The Letter, previously called The Stare, is a 2012 American psychological thriller film written and directed by Jay Anania, starring Winona Ryder and James Franco. Franco is a former student of Anania's, who teaches directing at NYU. The pair previously collaborated on Shadows and Lies. In 2012, it was announced that Lionsgate purchased the distribution rights to the film, which was retitled The Letter. The film got its first theatrical showing at the Cincinnati Film Festival on September 9, 2012.

==Plot==
A playwright, Martine (Ryder), suffers from paranoia and hallucinations as she attempts to stage a new production. She is uncertain over whether she is deluded or if there is a plot against her. The ending is ambiguous as the viewers are left to deduce Martine's condition.

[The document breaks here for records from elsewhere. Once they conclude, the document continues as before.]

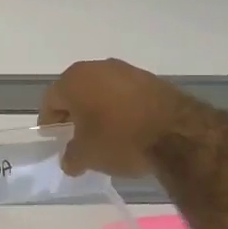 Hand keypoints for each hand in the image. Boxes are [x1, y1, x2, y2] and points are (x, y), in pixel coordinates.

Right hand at [39, 59, 191, 177]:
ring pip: (102, 91)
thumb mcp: (87, 156)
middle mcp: (98, 68)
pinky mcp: (152, 80)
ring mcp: (127, 71)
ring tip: (104, 135)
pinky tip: (128, 130)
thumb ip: (71, 157)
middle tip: (76, 138)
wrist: (177, 134)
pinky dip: (122, 109)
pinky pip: (126, 95)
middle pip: (77, 92)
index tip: (54, 141)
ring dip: (99, 110)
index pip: (50, 101)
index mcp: (74, 80)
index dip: (49, 123)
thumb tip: (70, 160)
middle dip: (74, 114)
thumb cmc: (119, 140) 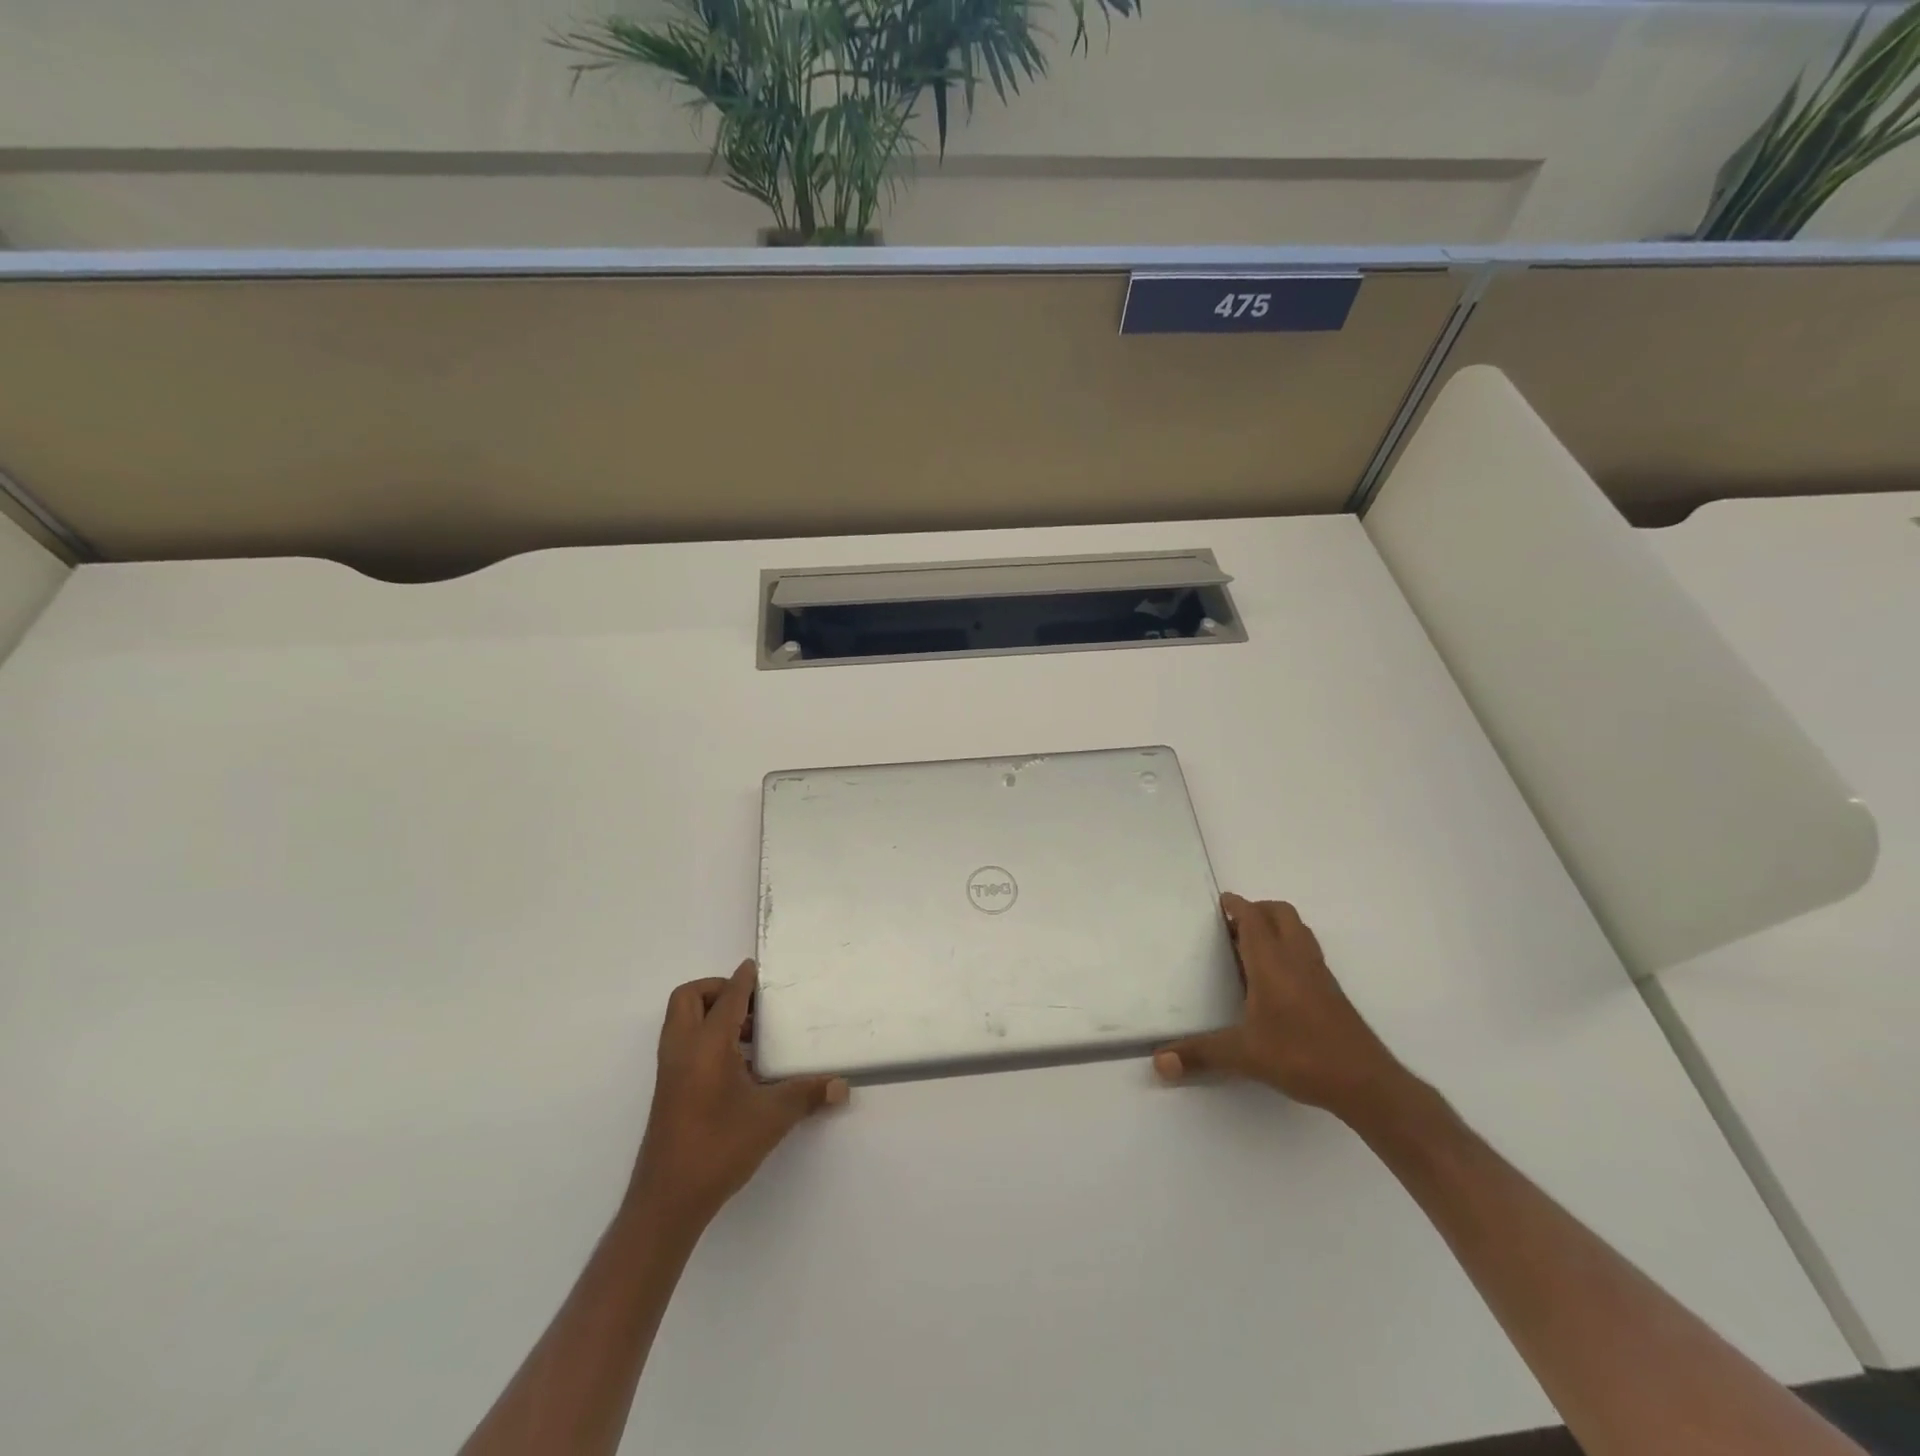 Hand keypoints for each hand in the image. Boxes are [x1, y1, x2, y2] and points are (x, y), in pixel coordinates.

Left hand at [628, 959, 848, 1234]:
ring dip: (711, 1015)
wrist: (668, 1200)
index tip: (756, 968)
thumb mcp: (771, 1117)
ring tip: (750, 1035)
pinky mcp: (668, 1091)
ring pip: (682, 1021)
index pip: (726, 997)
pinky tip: (738, 1066)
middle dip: (717, 990)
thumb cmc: (719, 1147)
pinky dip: (705, 1038)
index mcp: (706, 1045)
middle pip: (689, 998)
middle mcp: (683, 1049)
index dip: (743, 980)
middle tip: (750, 1005)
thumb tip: (843, 1086)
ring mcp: (671, 1071)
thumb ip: (807, 1094)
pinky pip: (684, 1044)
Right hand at [1154, 894, 1407, 1119]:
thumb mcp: (1244, 1055)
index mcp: (1273, 962)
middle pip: (1281, 914)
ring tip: (1250, 947)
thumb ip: (1200, 1054)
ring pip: (1298, 932)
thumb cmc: (1301, 1056)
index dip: (1236, 905)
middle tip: (1233, 924)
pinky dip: (1289, 949)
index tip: (1220, 901)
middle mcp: (1297, 959)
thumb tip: (1158, 1062)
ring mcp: (1319, 975)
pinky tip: (1275, 980)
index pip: (1254, 918)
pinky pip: (1307, 953)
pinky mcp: (1332, 992)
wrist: (1365, 1083)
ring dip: (1276, 927)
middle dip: (1257, 910) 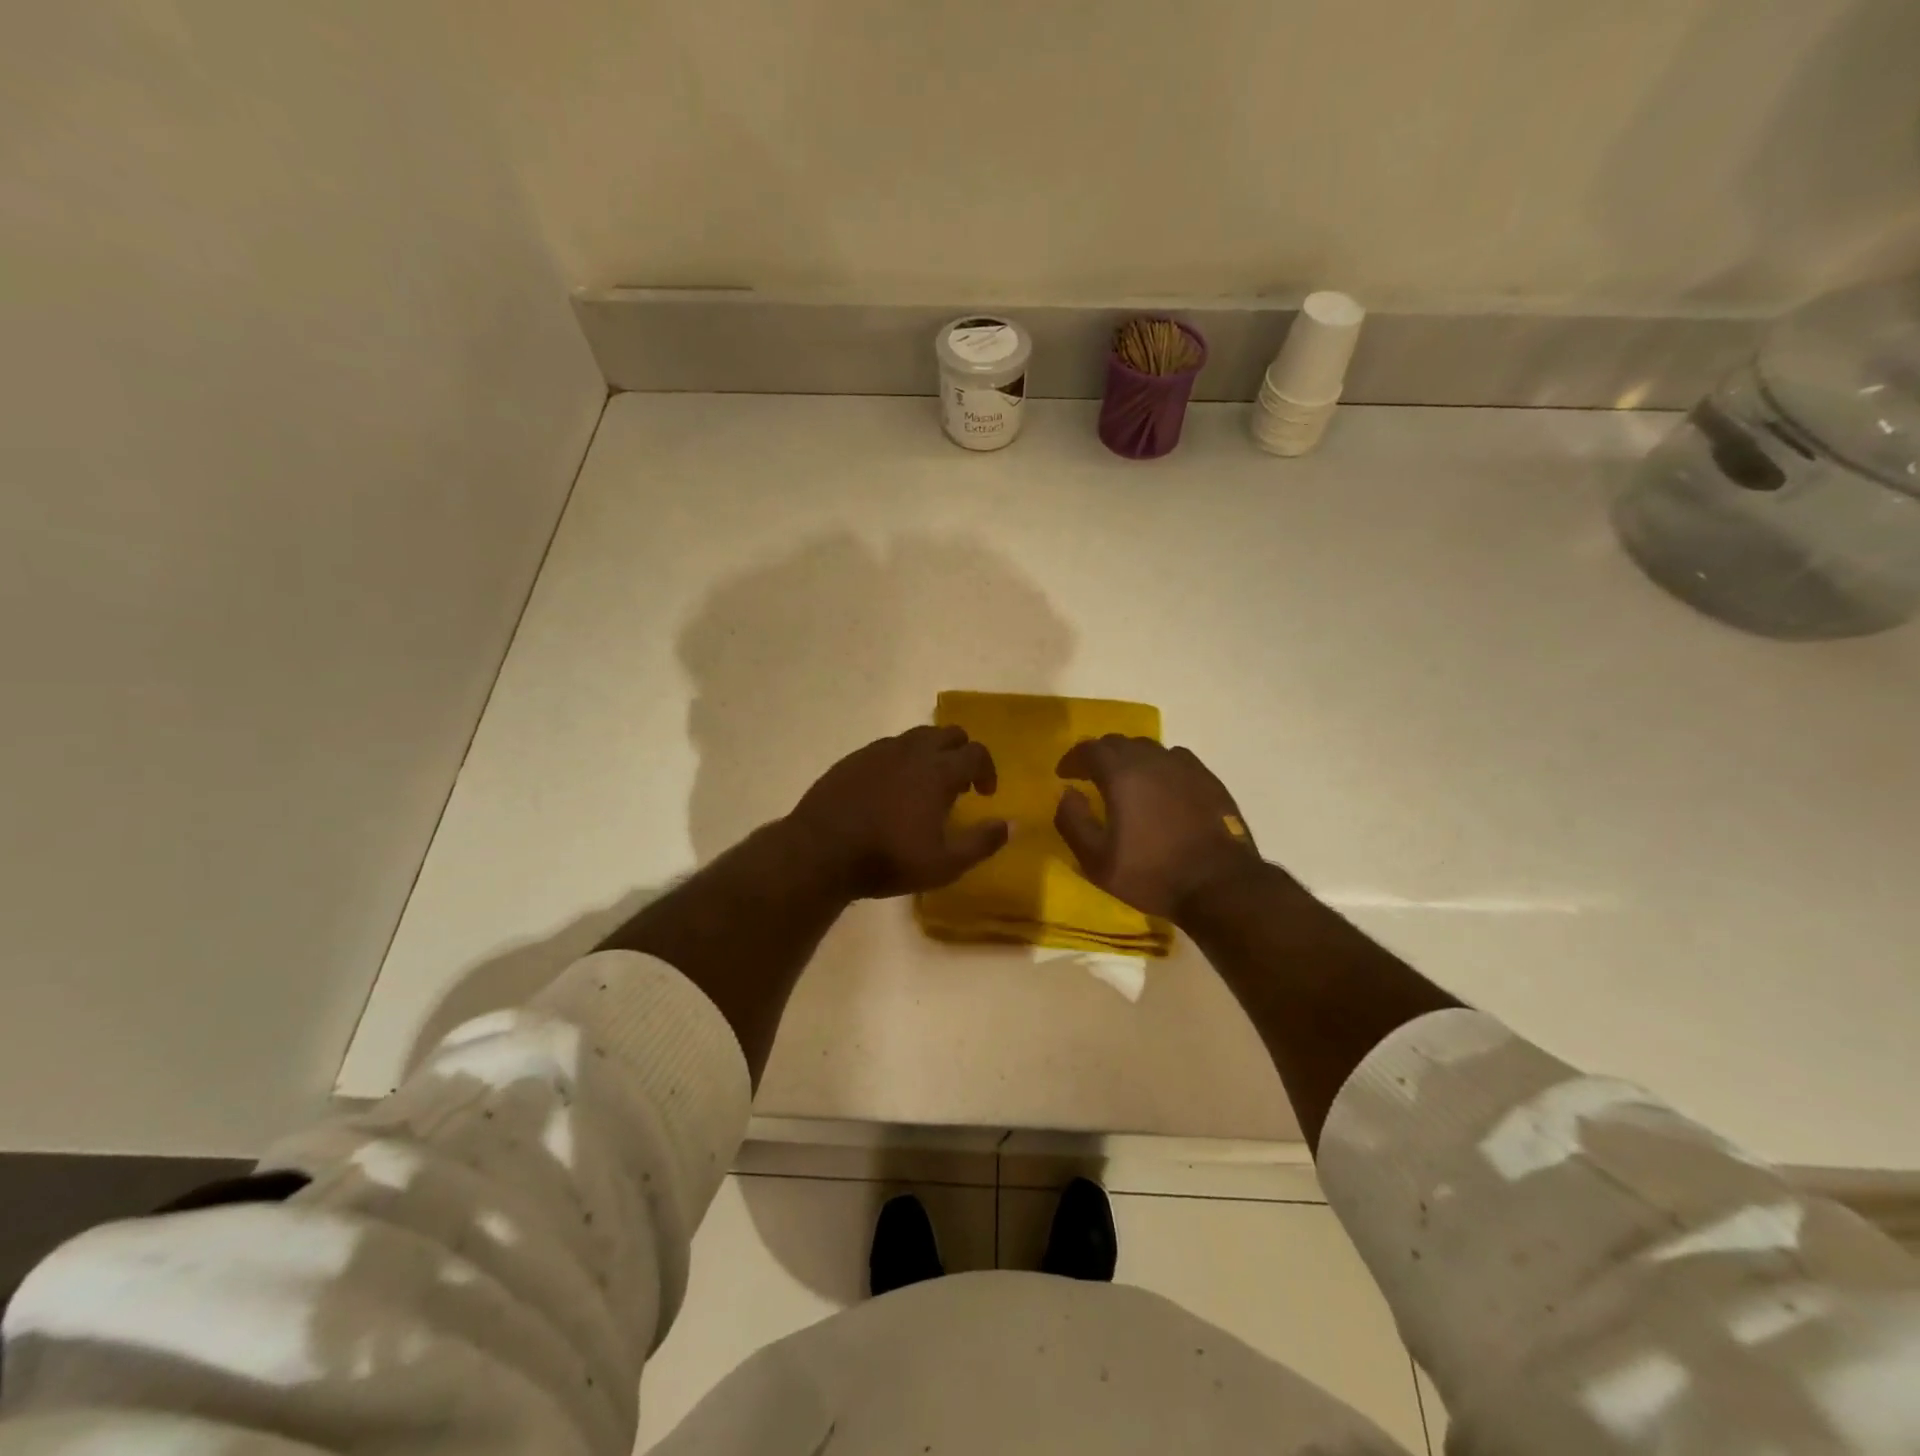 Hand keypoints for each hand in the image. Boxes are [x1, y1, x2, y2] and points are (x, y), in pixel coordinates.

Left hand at [788, 726, 1008, 898]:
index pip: (976, 753)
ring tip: (925, 786)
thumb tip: (1011, 824)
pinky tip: (891, 790)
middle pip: (948, 734)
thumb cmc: (888, 859)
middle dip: (962, 754)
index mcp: (938, 771)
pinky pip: (888, 748)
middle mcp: (911, 751)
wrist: (820, 851)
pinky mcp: (853, 759)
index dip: (987, 770)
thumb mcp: (944, 864)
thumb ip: (981, 842)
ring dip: (931, 754)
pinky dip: (901, 760)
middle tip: (960, 785)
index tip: (985, 794)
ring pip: (916, 737)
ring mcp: (879, 751)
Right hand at [1054, 736, 1260, 922]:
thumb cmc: (1152, 874)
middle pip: (1118, 743)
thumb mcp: (1097, 860)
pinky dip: (1159, 767)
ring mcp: (1185, 767)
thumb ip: (1073, 822)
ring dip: (1130, 759)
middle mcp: (1153, 760)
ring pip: (1148, 748)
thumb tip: (1067, 793)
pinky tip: (1160, 787)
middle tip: (1089, 776)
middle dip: (1099, 756)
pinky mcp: (1208, 779)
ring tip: (1125, 782)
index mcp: (1122, 774)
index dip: (1073, 759)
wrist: (1219, 885)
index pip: (1090, 748)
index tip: (1064, 775)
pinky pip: (1176, 760) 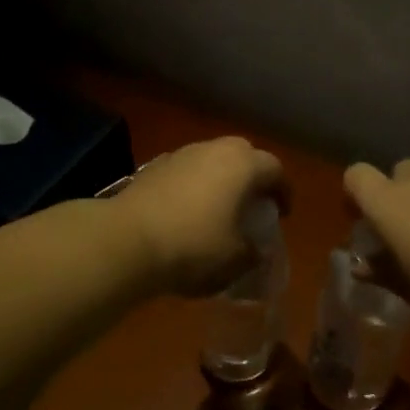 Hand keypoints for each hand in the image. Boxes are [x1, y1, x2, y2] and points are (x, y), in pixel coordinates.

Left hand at [113, 137, 289, 295]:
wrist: (126, 241)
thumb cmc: (193, 247)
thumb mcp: (235, 260)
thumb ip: (254, 253)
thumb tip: (256, 250)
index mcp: (242, 165)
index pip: (275, 169)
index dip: (283, 191)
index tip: (283, 213)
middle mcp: (213, 149)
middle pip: (243, 154)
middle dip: (252, 175)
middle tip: (253, 202)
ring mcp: (180, 154)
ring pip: (210, 159)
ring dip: (220, 178)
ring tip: (219, 207)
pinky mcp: (152, 167)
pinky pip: (185, 170)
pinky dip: (192, 185)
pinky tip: (186, 210)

Tyrone (Franco) is an actor in Martine's new play.

== Reception ==
In his review in Slant Magazine, Nick Schager said that "the film utilizes its familiar premise for little more than wannabe-profound aesthetic masturbation, leaving its cast to vainly attempt to energize scenarios without purpose."

Writing for 7MPictures, Liam Carr said that "The Letter is not a thriller. It is barely a film. It's a boring, self-important, disjointed and pointless pile of tripe masquerading as a movie."